Passive targeting utilizes the leaky nature of the cancer vasculature to deliver a sufficient amount of the drug to the tumor interstitium while preventing its accumulation in healthy tissues. However, due to the wide variety of cancer types that show differences in their microenvironments, passive diffusion cannot always be guaranteed. As for active targeting, ligand–receptor interactions facilitate cellular liposome internalization, increasing the drug concentration in cancer cells. Research shows that this targeting mechanism has a promising future in clinical practice. However, more studies are needed to ensure the stability of the liposomal structure, its drug loading capacity, and its release kinetics after ligand attachment. Furthermore, the therapeutic activity of the drug should not be altered by the active ligands.

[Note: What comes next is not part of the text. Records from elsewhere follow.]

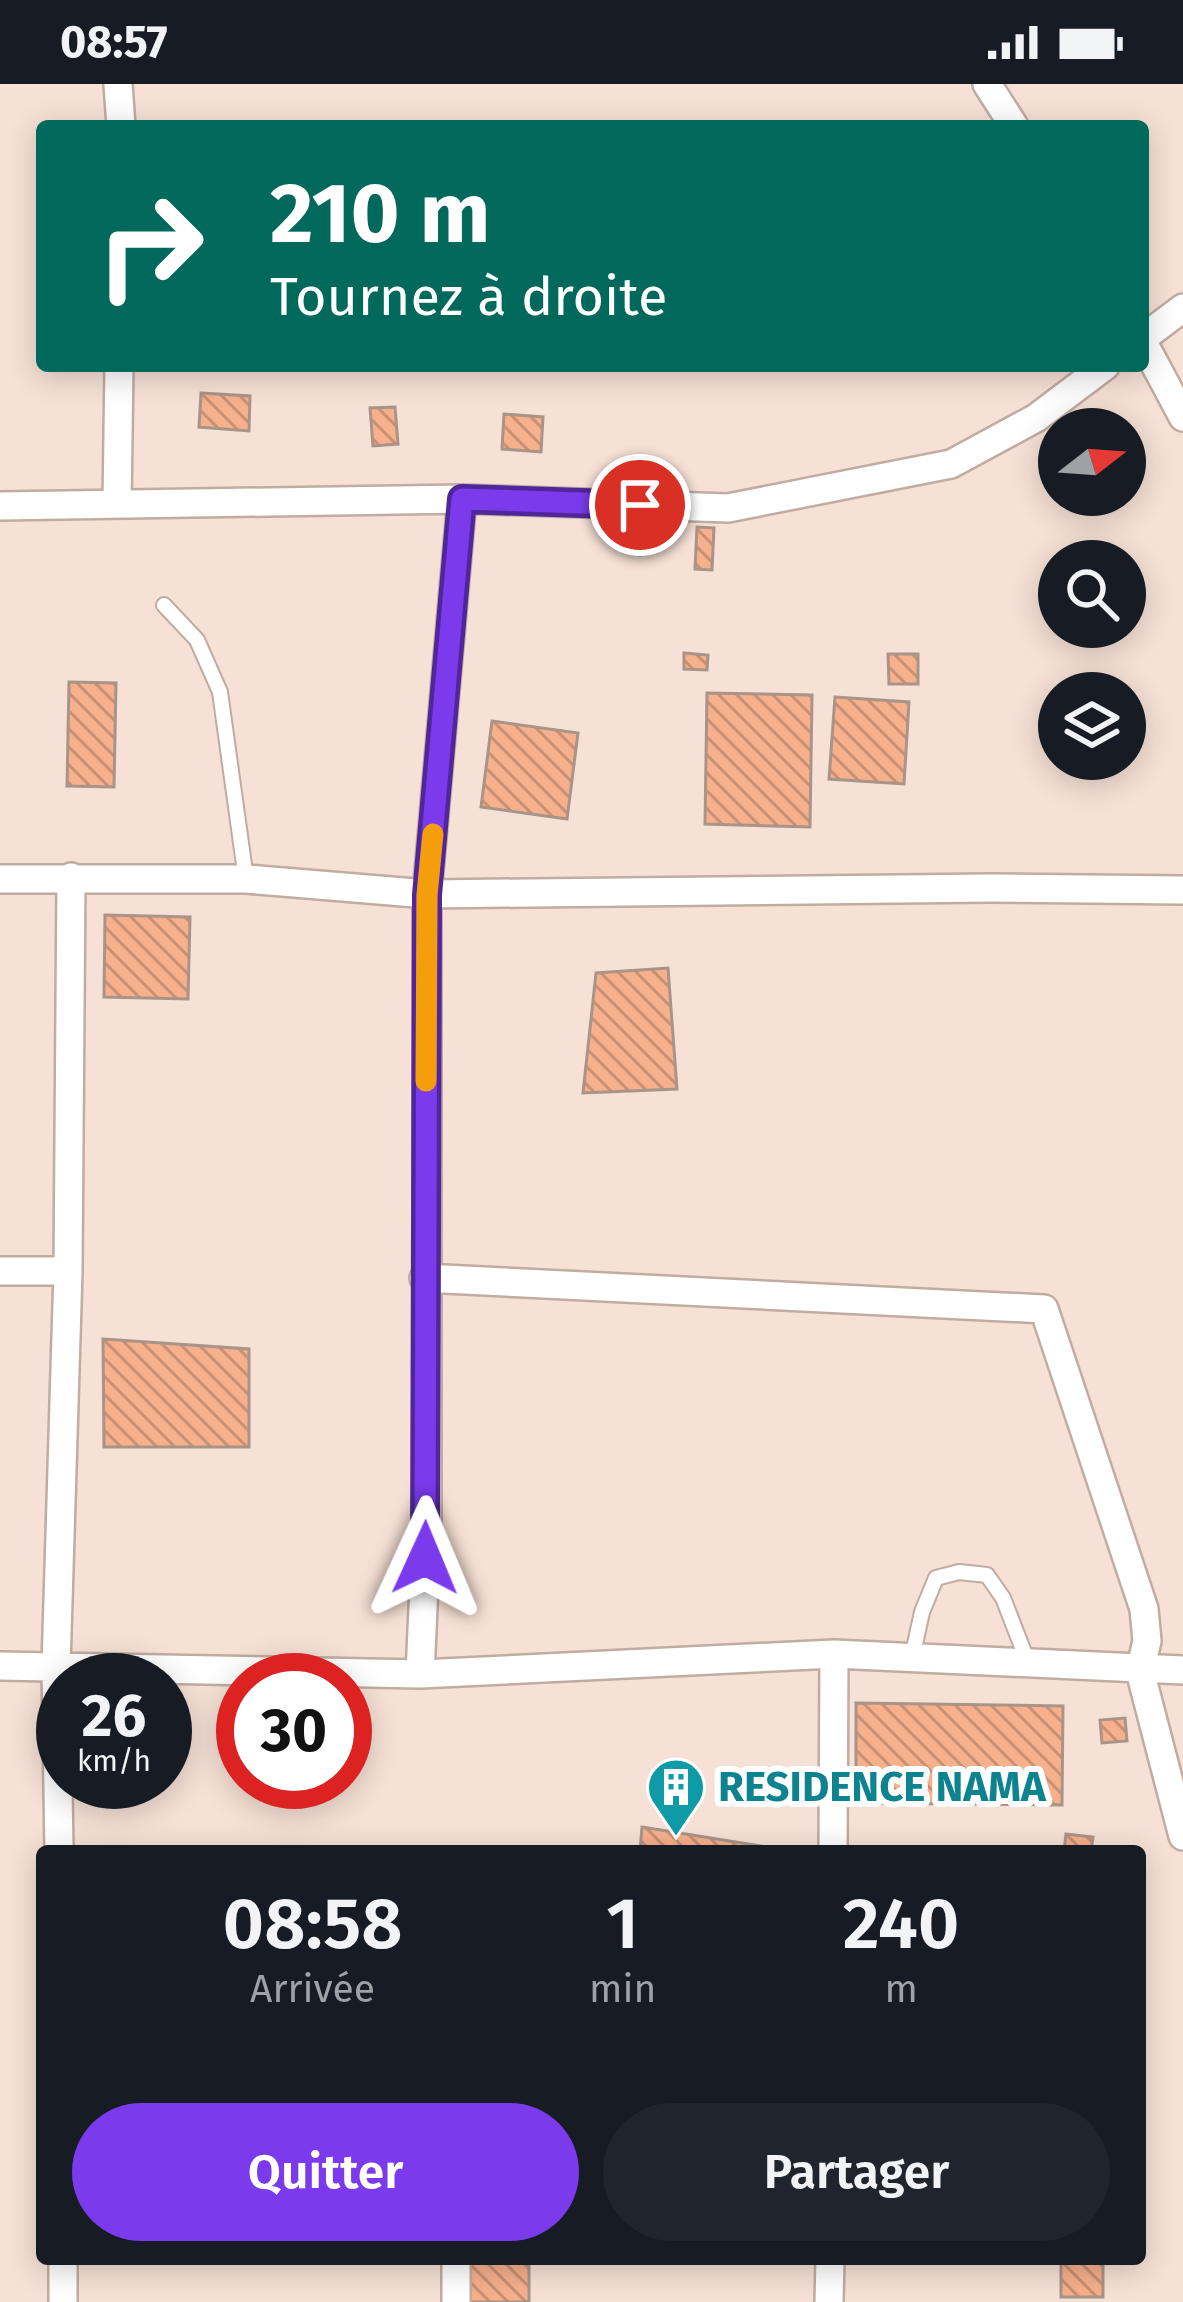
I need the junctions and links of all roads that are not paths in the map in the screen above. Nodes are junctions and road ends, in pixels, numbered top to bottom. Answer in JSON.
{"nodes":[{"id":1,"x":118,"y":84,"type":"edge"},
{"id":2,"x":987,"y":84,"type":"edge"},
{"id":3,"x":121,"y":120,"type":"edge"},
{"id":4,"x":1009,"y":120,"type":"edge"},
{"id":5,"x":1183,"y":308,"type":"edge"},
{"id":6,"x":1149,"y":335,"type":"edge"},
{"id":7,"x":1149,"y":351,"type":"edge"},
{"id":8,"x":119,"y":372,"type":"edge"},
{"id":9,"x":1098,"y":372,"type":"edge"},
{"id":10,"x":1183,"y":416,"type":"edge"},
{"id":11,"x":462,"y":499,"type":"junction"},
{"id":12,"x":117,"y":504,"type":"junction"},
{"id":13,"x":0,"y":506,"type":"edge"},
{"id":14,"x":164,"y":605,"type":"dead end"},
{"id":15,"x":71,"y":878,"type":"junction"},
{"id":16,"x":0,"y":879,"type":"edge"},
{"id":17,"x":246,"y":879,"type":"junction"},
{"id":18,"x":1183,"y":890,"type":"edge"},
{"id":19,"x":427,"y":895,"type":"junction"},
{"id":20,"x":0,"y":1271,"type":"edge"},
{"id":21,"x":68,"y":1271,"type":"junction"},
{"id":22,"x":424,"y":1278,"type":"junction"},
{"id":23,"x":56,"y":1653,"type":"edge"},
{"id":24,"x":834,"y":1654,"type":"junction"},
{"id":25,"x":912,"y":1658,"type":"junction"},
{"id":26,"x":1029,"y":1665,"type":"junction"},
{"id":27,"x":0,"y":1666,"type":"edge"},
{"id":28,"x":36,"y":1667,"type":"edge"},
{"id":29,"x":192,"y":1670,"type":"edge"},
{"id":30,"x":1183,"y":1670,"type":"edge"},
{"id":31,"x":1140,"y":1671,"type":"junction"},
{"id":32,"x":420,"y":1674,"type":"junction"},
{"id":33,"x":58,"y":1809,"type":"edge"},
{"id":34,"x":1183,"y":1836,"type":"edge"},
{"id":35,"x":59,"y":1845,"type":"edge"},
{"id":36,"x":833,"y":1845,"type":"edge"},
{"id":37,"x":63,"y":2265,"type":"edge"},
{"id":38,"x":457,"y":2265,"type":"edge"},
{"id":39,"x":830,"y":2265,"type":"edge"},
{"id":40,"x":63,"y":2302,"type":"edge"},
{"id":41,"x":456,"y":2302,"type":"edge"},
{"id":42,"x":829,"y":2302,"type":"edge"}],
"edges":[{"from":1,"to":3,"type":"street"},
{"from":2,"to":4,"type":"street"},
{"from":5,"to":6,"type":"street"},
{"from":7,"to":10,"type":"street"},
{"from":8,"to":12,"type":"street"},
{"from":9,"to":11,"type":"street"},
{"from":11,"to":12,"type":"street"},
{"from":11,"to":19,"type":"street"},
{"from":12,"to":13,"type":"street"},
{"from":14,"to":17,"type":"lane"},
{"from":15,"to":16,"type":"street"},
{"from":15,"to":17,"type":"street"},
{"from":15,"to":21,"type":"street"},
{"from":17,"to":19,"type":"street"},
{"from":18,"to":19,"type":"street"},
{"from":19,"to":22,"type":"street"},
{"from":20,"to":21,"type":"street"},
{"from":21,"to":23,"type":"street"},
{"from":22,"to":31,"type":"street"},
{"from":22,"to":32,"type":"street"},
{"from":24,"to":25,"type":"street"},
{"from":24,"to":32,"type":"street"},
{"from":24,"to":36,"type":"street"},
{"from":25,"to":26,"type":"street"},
{"from":25,"to":26,"type":"lane"},
{"from":26,"to":31,"type":"street"},
{"from":27,"to":28,"type":"street"},
{"from":29,"to":32,"type":"street"},
{"from":30,"to":31,"type":"street"},
{"from":31,"to":34,"type":"street"},
{"from":33,"to":35,"type":"street"},
{"from":37,"to":40,"type":"street"},
{"from":38,"to":41,"type":"street"},
{"from":39,"to":42,"type":"street"}]}
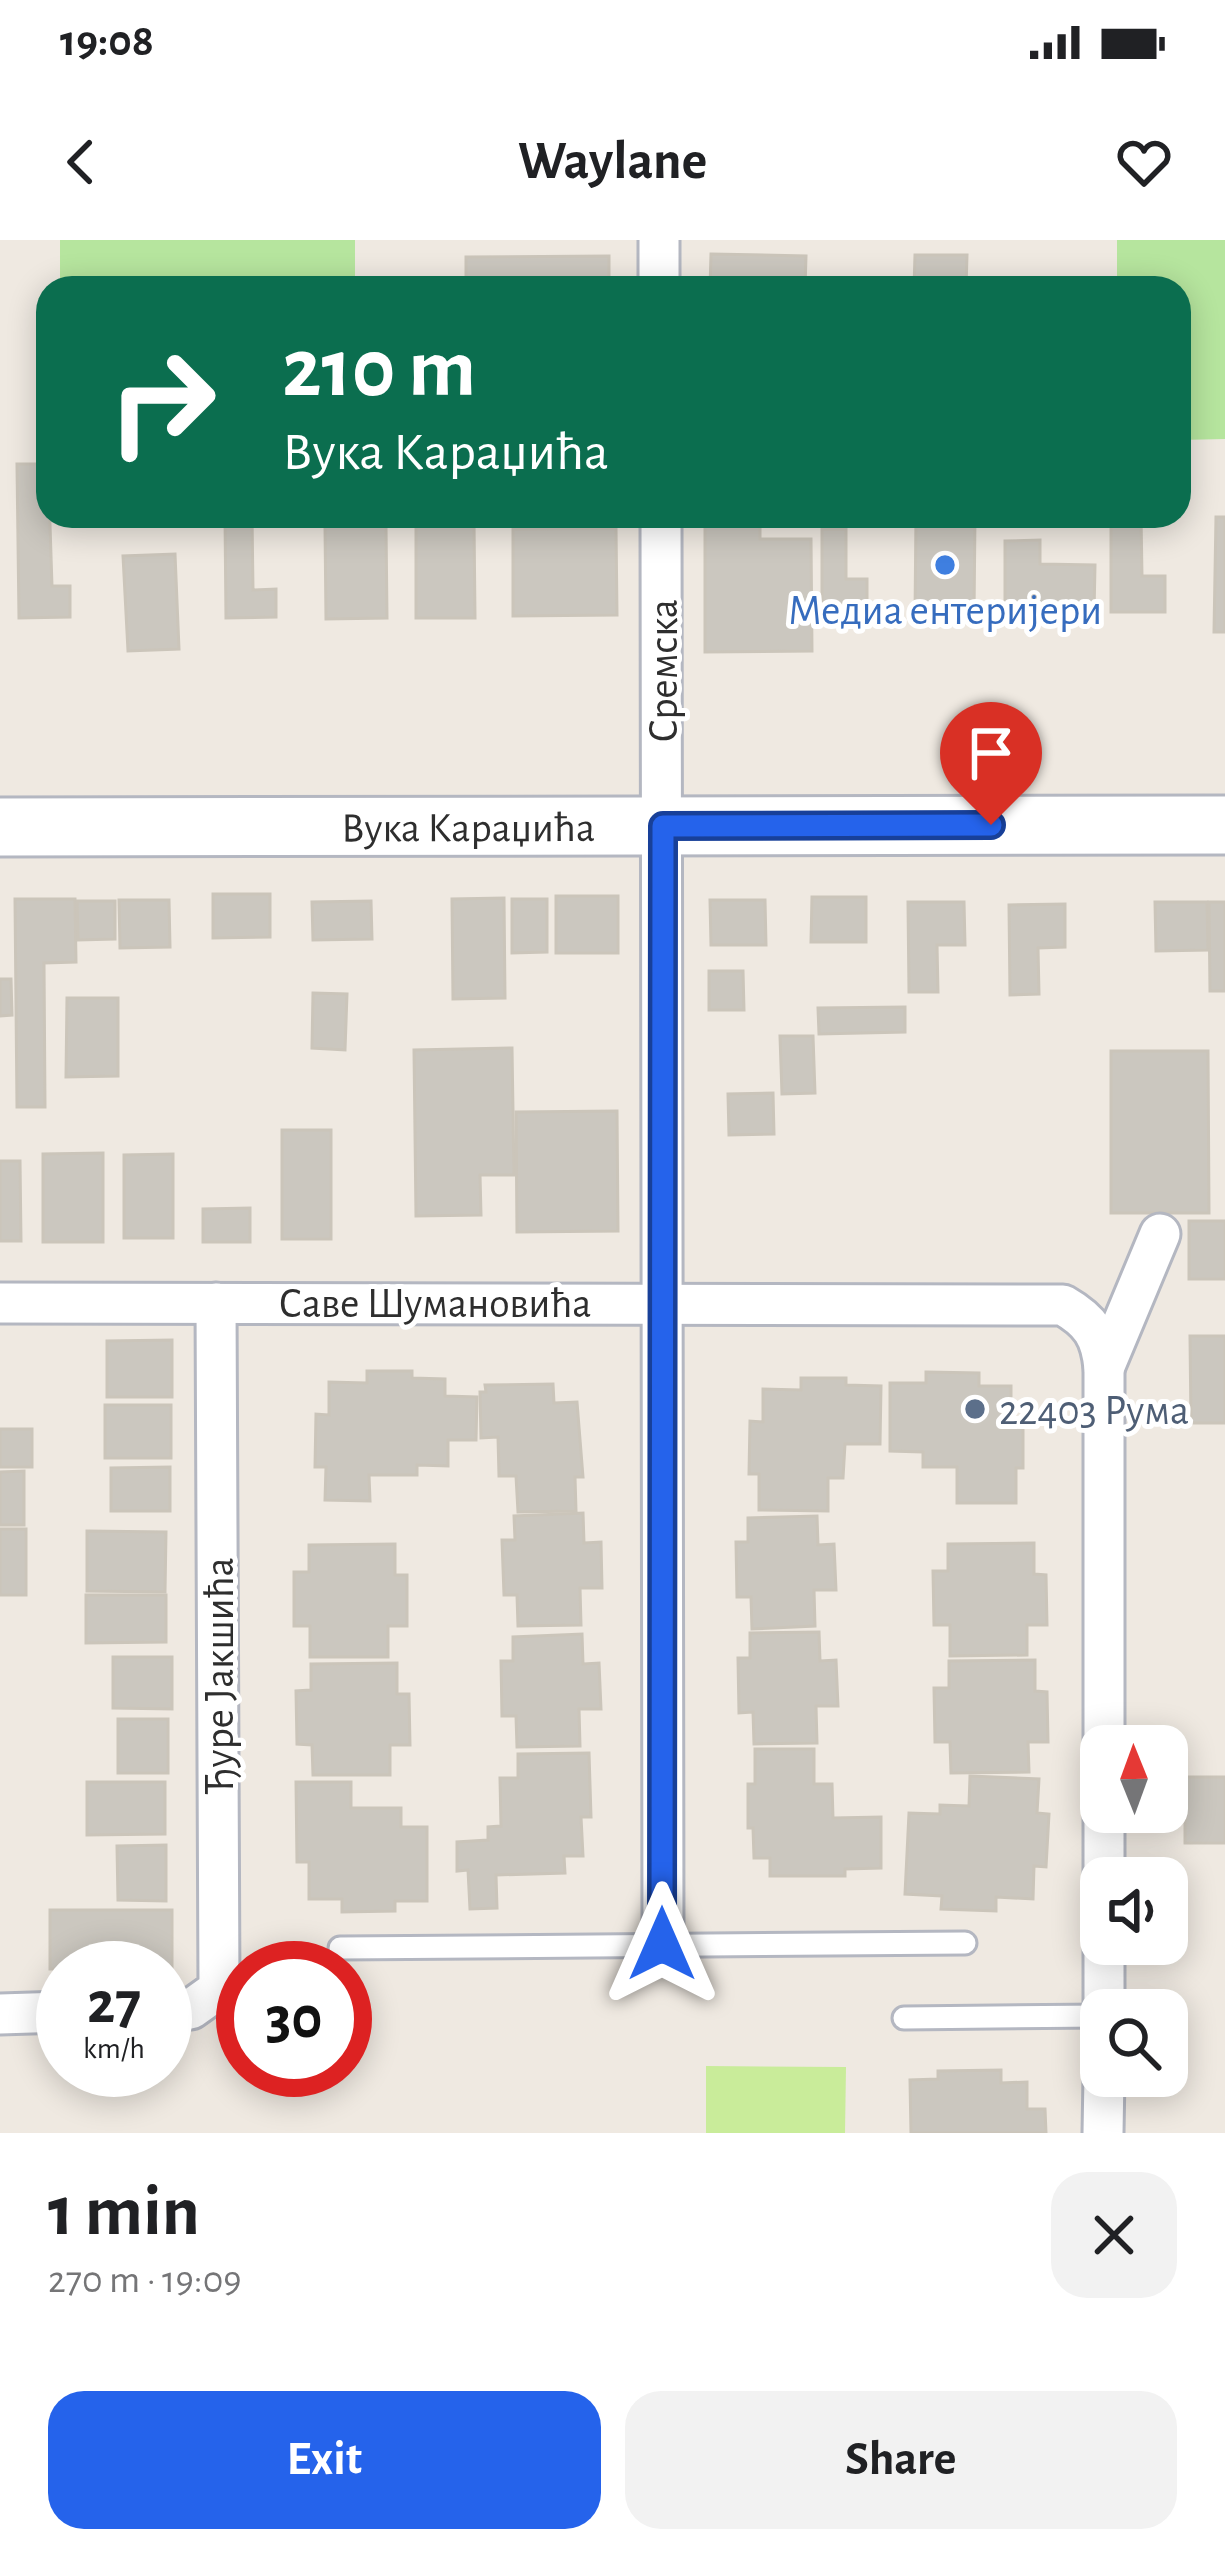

After endocytosis, drug release from the liposomes into the cytosol can be achieved using an internal or external trigger. The liposomes should have the ability to remain intact until a trigger is applied at the tumor site. This character is essential because a leaky liposome will release its payload slowly into the cancer cell without achieving an effective therapeutic concentration, while a stimulus-mediated release will ensure an instant surge in the intracellular drug concentration to reach the lethal level. Although such stimuli may enhance the release profile, an appropriate therapeutic window should be specified within which the desired therapeutic effect is achieved with minimum trigger-related side effects. One of the most researched triggers is ultrasound. The different parameters of ultrasound must be optimized to release the drug from liposomes in the tumor without damaging healthy neighbor cells.

Ultrasound induces liposomal drug release by giving rise to either mechanical effects, thermal effects, or both. To enhance liposomes’ acoustic sensitivity, researchers have been exploring the inclusion of nano-emulsions or nanobubbles within the liposomal structure. As such, ultrasonic energy will evaporate the nano-emulsion or cavitate the nanobubble, thus disturbing the lipid bilayer and releasing the encapsulated drug.

In conclusion, both liposomes and ultrasound are being used separately in clinics. Current in vitro and in vivo studies have demonstrated that combining these two modalities results in a synergistic effect that can potentially improve the therapeutic efficacy and minimize the side effects of traditional chemotherapy.